President Donald Trump issued a pair of pardons for two Oregon ranchers whose extreme prison sentences for arson on federal land triggered an armed standoff between the Bureau of Land Management and brothers Ammon and Ryan Bundy.
According to The Daily Caller, the White House submitted the pardons Tuesday morning, officially ending a government prosecution that has trailed on for more than four years.

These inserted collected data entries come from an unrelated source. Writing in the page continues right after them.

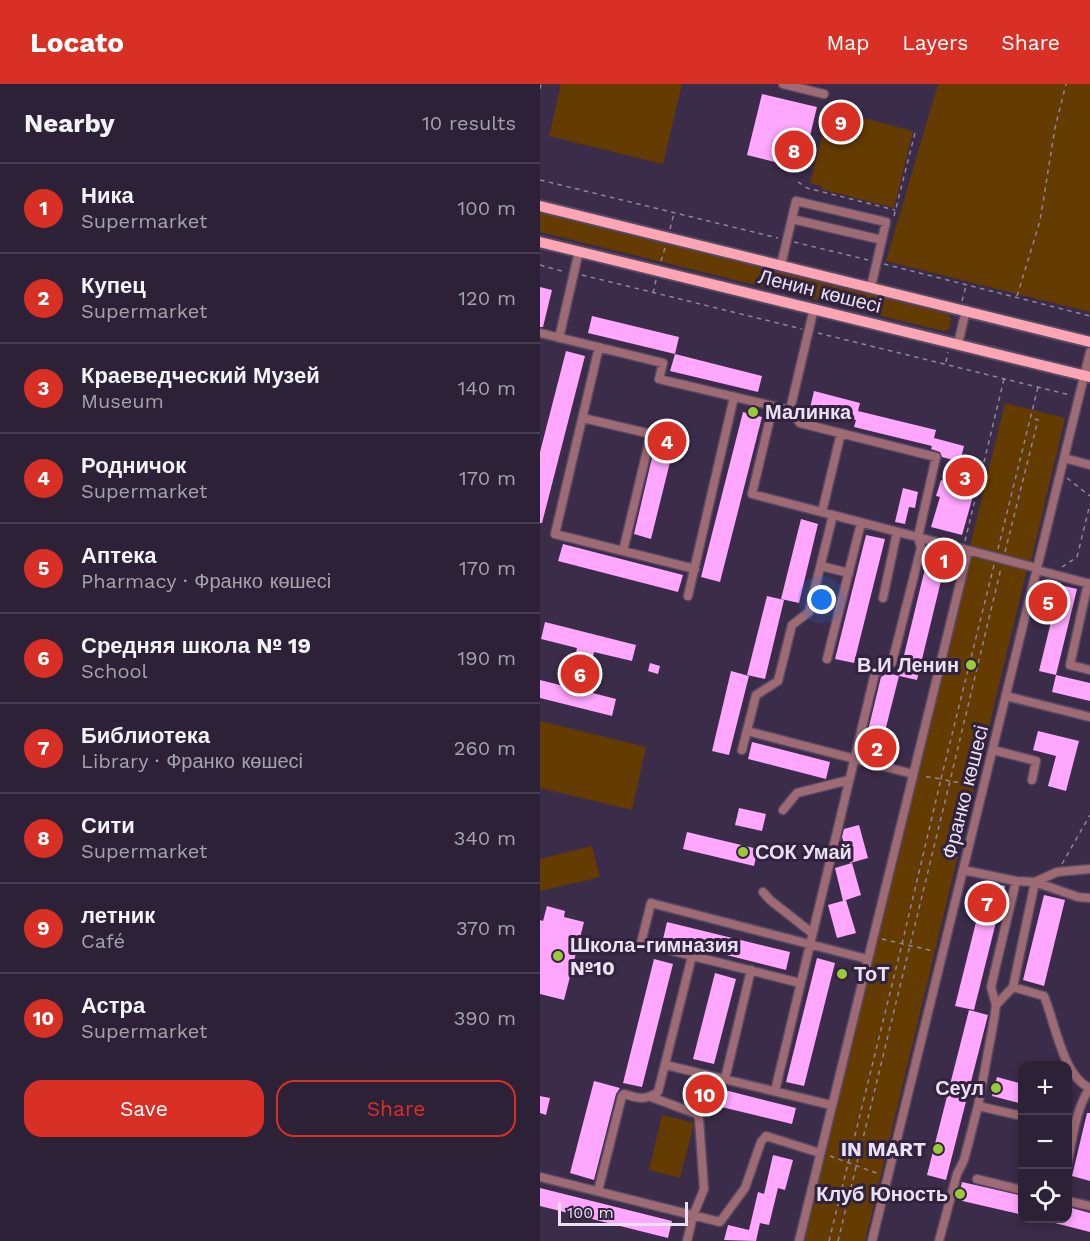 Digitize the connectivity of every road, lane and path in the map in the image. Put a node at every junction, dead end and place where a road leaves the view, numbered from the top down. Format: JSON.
{"nodes":[{"id":1,"x":541,"y":84,"type":"edge"},
{"id":2,"x":783,"y":84,"type":"edge"},
{"id":3,"x":1066,"y":84,"type":"edge"},
{"id":4,"x":540,"y":89,"type":"edge"},
{"id":5,"x":824,"y":94,"type":"dead end"},
{"id":6,"x":916,"y":129,"type":"dead end"},
{"id":7,"x":540,"y":180,"type":"edge"},
{"id":8,"x":798,"y":182,"type":"dead end"},
{"id":9,"x":540,"y":206,"type":"edge"},
{"id":10,"x":896,"y":211,"type":"junction"},
{"id":11,"x":674,"y":212,"type":"junction"},
{"id":12,"x":792,"y":219,"type":"junction"},
{"id":13,"x":893,"y":221,"type":"dead end"},
{"id":14,"x":668,"y":237,"type":"junction"},
{"id":15,"x":786,"y":240,"type":"junction"},
{"id":16,"x":882,"y":240,"type":"junction"},
{"id":17,"x":540,"y":242,"type":"edge"},
{"id":18,"x":579,"y":251,"type":"junction"},
{"id":19,"x":876,"y":263,"type":"junction"},
{"id":20,"x":781,"y":265,"type":"junction"},
{"id":21,"x":659,"y":270,"type":"junction"},
{"id":22,"x":871,"y":287,"type":"junction"},
{"id":23,"x":653,"y":293,"type":"dead end"},
{"id":24,"x":1017,"y":297,"type":"junction"},
{"id":25,"x":814,"y":308,"type":"junction"},
{"id":26,"x":966,"y":310,"type":"junction"},
{"id":27,"x":1090,"y":316,"type":"edge"},
{"id":28,"x":540,"y":333,"type":"edge"},
{"id":29,"x":559,"y":338,"type":"junction"},
{"id":30,"x":1090,"y":342,"type":"edge"},
{"id":31,"x":958,"y":344,"type":"junction"},
{"id":32,"x":599,"y":347,"type":"junction"},
{"id":33,"x":1090,"y":352,"type":"edge"},
{"id":34,"x":1087,"y":376,"type":"edge"},
{"id":35,"x":1004,"y":378,"type":"dead end"},
{"id":36,"x":1038,"y":387,"type":"dead end"},
{"id":37,"x":734,"y":397,"type":"junction"},
{"id":38,"x":773,"y":406,"type":"junction"},
{"id":39,"x":790,"y":410,"type":"junction"},
{"id":40,"x":583,"y":418,"type":"junction"},
{"id":41,"x":1031,"y":418,"type":"junction"},
{"id":42,"x":841,"y":433,"type":"junction"},
{"id":43,"x":1064,"y":458,"type":"junction"},
{"id":44,"x":1090,"y":465,"type":"edge"},
{"id":45,"x":1060,"y":473,"type":"junction"},
{"id":46,"x":1090,"y":496,"type":"edge"},
{"id":47,"x":1090,"y":504,"type":"edge"},
{"id":48,"x":822,"y":512,"type":"junction"},
{"id":49,"x":833,"y":515,"type":"junction"},
{"id":50,"x":861,"y":523,"type":"junction"},
{"id":51,"x":897,"y":532,"type":"junction"},
{"id":52,"x":918,"y":537,"type":"junction"},
{"id":53,"x":965,"y":550,"type":"junction"},
{"id":54,"x":623,"y":551,"type":"junction"},
{"id":55,"x":1000,"y":558,"type":"junction"},
{"id":56,"x":821,"y":566,"type":"junction"},
{"id":57,"x":695,"y":569,"type":"junction"},
{"id":58,"x":1037,"y":569,"type":"junction"},
{"id":59,"x":849,"y":573,"type":"junction"},
{"id":60,"x":1051,"y":574,"type":"junction"},
{"id":61,"x":1089,"y":583,"type":"edge"},
{"id":62,"x":688,"y":596,"type":"dead end"},
{"id":63,"x":883,"y":598,"type":"dead end"},
{"id":64,"x":827,"y":659,"type":"dead end"},
{"id":65,"x":1090,"y":670,"type":"edge"},
{"id":66,"x":1006,"y":696,"type":"junction"},
{"id":67,"x":1090,"y":717,"type":"edge"},
{"id":68,"x":747,"y":731,"type":"junction"},
{"id":69,"x":742,"y":750,"type":"dead end"},
{"id":70,"x":993,"y":750,"type":"junction"},
{"id":71,"x":854,"y":759,"type":"junction"},
{"id":72,"x":913,"y":774,"type":"junction"},
{"id":73,"x":941,"y":779,"type":"junction"},
{"id":74,"x":849,"y":780,"type":"junction"},
{"id":75,"x":1032,"y":780,"type":"dead end"},
{"id":76,"x":950,"y":781,"type":"junction"},
{"id":77,"x":984,"y":787,"type":"junction"},
{"id":78,"x":783,"y":810,"type":"dead end"},
{"id":79,"x":1090,"y":815,"type":"edge"},
{"id":80,"x":1090,"y":869,"type":"edge"},
{"id":81,"x":963,"y":870,"type":"junction"},
{"id":82,"x":1057,"y":872,"type":"junction"},
{"id":83,"x":1016,"y":881,"type":"junction"},
{"id":84,"x":1035,"y":882,"type":"junction"},
{"id":85,"x":763,"y":892,"type":"dead end"},
{"id":86,"x":1090,"y":898,"type":"edge"},
{"id":87,"x":812,"y":933,"type":"junction"},
{"id":88,"x":873,"y":937,"type":"junction"},
{"id":89,"x":809,"y":944,"type":"junction"},
{"id":90,"x":902,"y":944,"type":"junction"},
{"id":91,"x":909,"y":946,"type":"junction"},
{"id":92,"x":943,"y":954,"type":"junction"},
{"id":93,"x":693,"y":956,"type":"junction"},
{"id":94,"x":867,"y":959,"type":"junction"},
{"id":95,"x":751,"y":970,"type":"junction"},
{"id":96,"x":800,"y":983,"type":"junction"},
{"id":97,"x":1013,"y":987,"type":"junction"},
{"id":98,"x":996,"y":1005,"type":"junction"},
{"id":99,"x":666,"y":1065,"type":"junction"},
{"id":100,"x":725,"y":1079,"type":"junction"},
{"id":101,"x":1090,"y":1088,"type":"edge"},
{"id":102,"x":775,"y":1091,"type":"junction"},
{"id":103,"x":651,"y":1097,"type":"junction"},
{"id":104,"x":831,"y":1105,"type":"junction"},
{"id":105,"x":978,"y":1106,"type":"junction"},
{"id":106,"x":1018,"y":1115,"type":"edge"},
{"id":107,"x":1072,"y":1126,"type":"edge"},
{"id":108,"x":820,"y":1153,"type":"junction"},
{"id":109,"x":848,"y":1163,"type":"junction"},
{"id":110,"x":856,"y":1166,"type":"junction"},
{"id":111,"x":540,"y":1177,"type":"edge"},
{"id":112,"x":888,"y":1177,"type":"junction"},
{"id":113,"x":977,"y":1179,"type":"dead end"},
{"id":114,"x":1018,"y":1189,"type":"edge"},
{"id":115,"x":598,"y":1191,"type":"junction"},
{"id":116,"x":1072,"y":1202,"type":"edge"},
{"id":117,"x":1090,"y":1206,"type":"edge"},
{"id":118,"x":693,"y":1216,"type":"junction"},
{"id":119,"x":687,"y":1241,"type":"edge"},
{"id":120,"x":799,"y":1241,"type":"edge"},
{"id":121,"x":829,"y":1241,"type":"edge"},
{"id":122,"x":838,"y":1241,"type":"edge"},
{"id":123,"x":872,"y":1241,"type":"edge"},
{"id":124,"x":939,"y":1241,"type":"edge"}],
"edges":[{"from":1,"to":4,"type":"path"},
{"from":2,"to":5,"type":"street"},
{"from":3,"to":24,"type":"path"},
{"from":6,"to":10,"type":"path"},
{"from":7,"to":11,"type":"path"},
{"from":8,"to":10,"type":"path"},
{"from":9,"to":14,"type":"main road","name":"Ленин көшесі"},
{"from":10,"to":13,"type":"path"},
{"from":11,"to":14,"type":"path"},
{"from":11,"to":15,"type":"path"},
{"from":12,"to":15,"type":"street"},
{"from":12,"to":16,"type":"street"},
{"from":12,"to":16,"type":"street"},
{"from":14,"to":20,"type":"main road","name":"Ленин көшесі"},
{"from":14,"to":21,"type":"path"},
{"from":15,"to":19,"type":"path"},
{"from":15,"to":20,"type":"street"},
{"from":16,"to":19,"type":"street"},
{"from":17,"to":18,"type":"main road","name":"Ленин көшесі"},
{"from":18,"to":21,"type":"main road","name":"Ленин көшесі"},
{"from":18,"to":29,"type":"street"},
{"from":19,"to":22,"type":"street"},
{"from":19,"to":24,"type":"path"},
{"from":20,"to":22,"type":"main road","name":"Ленин көшесі"},
{"from":21,"to":23,"type":"path"},
{"from":21,"to":25,"type":"main road","name":"Ленин көшесі"},
{"from":22,"to":26,"type":"main road","name":"Ленин көшесі"},
{"from":24,"to":27,"type":"path"},
{"from":25,"to":31,"type":"main road","name":"Ленин көшесі"},
{"from":25,"to":39,"type":"street"},
{"from":26,"to":30,"type":"main road","name":"Ленин көшесі"},
{"from":26,"to":31,"type":"street"},
{"from":28,"to":29,"type":"street"},
{"from":29,"to":32,"type":"street"},
{"from":31,"to":34,"type":"main road","name":"Ленин көшесі"},
{"from":32,"to":37,"type":"street"},
{"from":32,"to":40,"type":"street"},
{"from":33,"to":34,"type":"street","name":"Франко көшесі"},
{"from":34,"to":43,"type":"street","name":"Франко көшесі"},
{"from":35,"to":53,"type":"path"},
{"from":36,"to":41,"type":"path"},
{"from":37,"to":38,"type":"street"},
{"from":37,"to":57,"type":"street"},
{"from":38,"to":39,"type":"street"},
{"from":38,"to":48,"type":"street"},
{"from":39,"to":42,"type":"street"},
{"from":40,"to":54,"type":"street"},
{"from":40,"to":54,"type":"street"},
{"from":41,"to":55,"type":"path"},
{"from":41,"to":55,"type":"path"},
{"from":42,"to":48,"type":"street"},
{"from":42,"to":52,"type":"street"},
{"from":43,"to":44,"type":"street"},
{"from":43,"to":45,"type":"street","name":"Франко көшесі"},
{"from":45,"to":46,"type":"path"},
{"from":45,"to":58,"type":"street","name":"Франко көшесі"},
{"from":47,"to":60,"type":"path"},
{"from":48,"to":49,"type":"street"},
{"from":49,"to":50,"type":"street"},
{"from":49,"to":56,"type":"street"},
{"from":50,"to":51,"type":"street"},
{"from":50,"to":59,"type":"street"},
{"from":51,"to":52,"type":"street"},
{"from":51,"to":63,"type":"street"},
{"from":52,"to":53,"type":"street"},
{"from":52,"to":71,"type":"street"},
{"from":53,"to":55,"type":"street"},
{"from":53,"to":72,"type":"street"},
{"from":54,"to":57,"type":"street"},
{"from":55,"to":58,"type":"street"},
{"from":55,"to":73,"type":"path"},
{"from":55,"to":76,"type":"path"},
{"from":56,"to":59,"type":"street"},
{"from":56,"to":68,"type":"street"},
{"from":57,"to":62,"type":"street"},
{"from":58,"to":60,"type":"street"},
{"from":58,"to":66,"type":"street","name":"Франко көшесі"},
{"from":59,"to":64,"type":"street"},
{"from":60,"to":61,"type":"street"},
{"from":61,"to":65,"type":"street"},
{"from":66,"to":67,"type":"street"},
{"from":66,"to":70,"type":"street","name":"Франко көшесі"},
{"from":68,"to":69,"type":"street"},
{"from":68,"to":71,"type":"street"},
{"from":70,"to":75,"type":"street"},
{"from":70,"to":77,"type":"street","name":"Франко көшесі"},
{"from":71,"to":72,"type":"street"},
{"from":71,"to":74,"type":"street"},
{"from":72,"to":73,"type":"path"},
{"from":72,"to":88,"type":"street"},
{"from":73,"to":76,"type":"path"},
{"from":73,"to":90,"type":"path"},
{"from":74,"to":78,"type":"street"},
{"from":74,"to":87,"type":"street"},
{"from":76,"to":77,"type":"path"},
{"from":76,"to":91,"type":"path"},
{"from":77,"to":81,"type":"street","name":"Франко көшесі"},
{"from":79,"to":82,"type":"path"},
{"from":80,"to":82,"type":"street"},
{"from":81,"to":83,"type":"street"},
{"from":81,"to":92,"type":"street","name":"Франко көшесі"},
{"from":82,"to":84,"type":"street"},
{"from":83,"to":84,"type":"street"},
{"from":83,"to":98,"type":"street"},
{"from":84,"to":86,"type":"street"},
{"from":84,"to":97,"type":"street"},
{"from":85,"to":87,"type":"street"},
{"from":87,"to":89,"type":"street"},
{"from":88,"to":90,"type":"path"},
{"from":88,"to":94,"type":"street"},
{"from":89,"to":93,"type":"street"},
{"from":89,"to":94,"type":"street"},
{"from":89,"to":96,"type":"street"},
{"from":90,"to":91,"type":"path"},
{"from":90,"to":109,"type":"path"},
{"from":91,"to":92,"type":"path"},
{"from":91,"to":110,"type":"path"},
{"from":92,"to":112,"type":"street","name":"Франко көшесі"},
{"from":93,"to":95,"type":"street"},
{"from":93,"to":99,"type":"street"},
{"from":94,"to":104,"type":"street"},
{"from":95,"to":96,"type":"street"},
{"from":95,"to":100,"type":"street"},
{"from":96,"to":102,"type":"street"},
{"from":97,"to":98,"type":"street"},
{"from":97,"to":101,"type":"street"},
{"from":98,"to":105,"type":"street"},
{"from":99,"to":100,"type":"street"},
{"from":99,"to":103,"type":"street"},
{"from":100,"to":102,"type":"street"},
{"from":101,"to":107,"type":"street"},
{"from":102,"to":104,"type":"street"},
{"from":103,"to":115,"type":"street"},
{"from":103,"to":118,"type":"street"},
{"from":104,"to":108,"type":"street"},
{"from":105,"to":106,"type":"street"},
{"from":105,"to":124,"type":"street"},
{"from":108,"to":109,"type":"path"},
{"from":108,"to":118,"type":"street"},
{"from":108,"to":120,"type":"street"},
{"from":109,"to":110,"type":"path"},
{"from":109,"to":121,"type":"path"},
{"from":110,"to":112,"type":"path"},
{"from":110,"to":122,"type":"path"},
{"from":111,"to":115,"type":"street"},
{"from":112,"to":123,"type":"street","name":"Франко көшесі"},
{"from":113,"to":114,"type":"street"},
{"from":115,"to":118,"type":"street"},
{"from":116,"to":117,"type":"street"},
{"from":118,"to":119,"type":"street"}]}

Dwight and Steven Hammond were convicted in 2012 of setting fire to public land after a fire on their privately-owned grazing grounds leaked onto land owned by BLM. The U.S. District Court judge who sentenced the pair objected to the government’s use of a 1996 anti-terrorism law that required both ranchers to serve minimum five year prison sentences, and instead gave the Hammonds a far shorter jail term.
The Obama Administration decided to press the issue, however, and on appeal in 2014, got the five-year minimum sentence reinstated, and a judge ordered the Hammonds back to prison. To protest both the sentencing and the Bureau of Land Management’s overreach, Ammon and Ryan Bundy took control of the Malheur National Wildlife Refuge.

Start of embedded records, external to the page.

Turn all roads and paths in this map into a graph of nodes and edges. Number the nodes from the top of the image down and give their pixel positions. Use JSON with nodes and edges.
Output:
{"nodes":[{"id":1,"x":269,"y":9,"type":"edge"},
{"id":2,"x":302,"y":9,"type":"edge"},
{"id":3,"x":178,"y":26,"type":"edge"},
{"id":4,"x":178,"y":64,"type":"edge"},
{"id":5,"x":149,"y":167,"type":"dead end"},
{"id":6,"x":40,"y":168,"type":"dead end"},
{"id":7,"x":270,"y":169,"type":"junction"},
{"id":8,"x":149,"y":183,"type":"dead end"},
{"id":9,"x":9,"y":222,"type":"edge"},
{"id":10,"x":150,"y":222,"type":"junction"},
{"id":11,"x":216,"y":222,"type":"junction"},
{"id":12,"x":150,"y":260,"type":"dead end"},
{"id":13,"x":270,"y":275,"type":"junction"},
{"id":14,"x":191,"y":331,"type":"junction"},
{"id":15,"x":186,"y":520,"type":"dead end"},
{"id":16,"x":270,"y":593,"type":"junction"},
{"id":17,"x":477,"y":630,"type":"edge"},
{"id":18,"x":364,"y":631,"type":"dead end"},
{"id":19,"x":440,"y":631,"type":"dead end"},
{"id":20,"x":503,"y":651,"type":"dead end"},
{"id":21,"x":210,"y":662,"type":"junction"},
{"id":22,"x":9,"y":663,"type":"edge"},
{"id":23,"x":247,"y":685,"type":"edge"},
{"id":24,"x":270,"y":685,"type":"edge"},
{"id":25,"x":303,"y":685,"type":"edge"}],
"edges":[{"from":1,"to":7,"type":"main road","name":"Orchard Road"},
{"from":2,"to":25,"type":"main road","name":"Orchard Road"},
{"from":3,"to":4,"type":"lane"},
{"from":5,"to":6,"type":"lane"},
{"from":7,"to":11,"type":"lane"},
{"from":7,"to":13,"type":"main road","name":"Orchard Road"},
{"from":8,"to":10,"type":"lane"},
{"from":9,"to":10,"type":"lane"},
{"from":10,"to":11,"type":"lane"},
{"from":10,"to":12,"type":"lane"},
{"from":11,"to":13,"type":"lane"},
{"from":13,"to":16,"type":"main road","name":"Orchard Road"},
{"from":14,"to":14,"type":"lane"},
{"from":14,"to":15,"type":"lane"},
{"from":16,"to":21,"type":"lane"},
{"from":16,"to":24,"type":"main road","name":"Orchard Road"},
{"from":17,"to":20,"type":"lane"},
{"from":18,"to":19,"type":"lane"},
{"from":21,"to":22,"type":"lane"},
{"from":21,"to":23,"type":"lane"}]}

The Bundys were indicted in 2016, but recently a U.S. District Court judge declared a mistrial in their case, citing “gross misconduct by the Federal government.”
Recently, an “agriculture advocacy group” called Protect the Harvest began petitioning the Trump administration to overturn the Hammonds’ sentences and Tuesday, the White House announced the pair would receive the administration’s fourth and fifth pardon.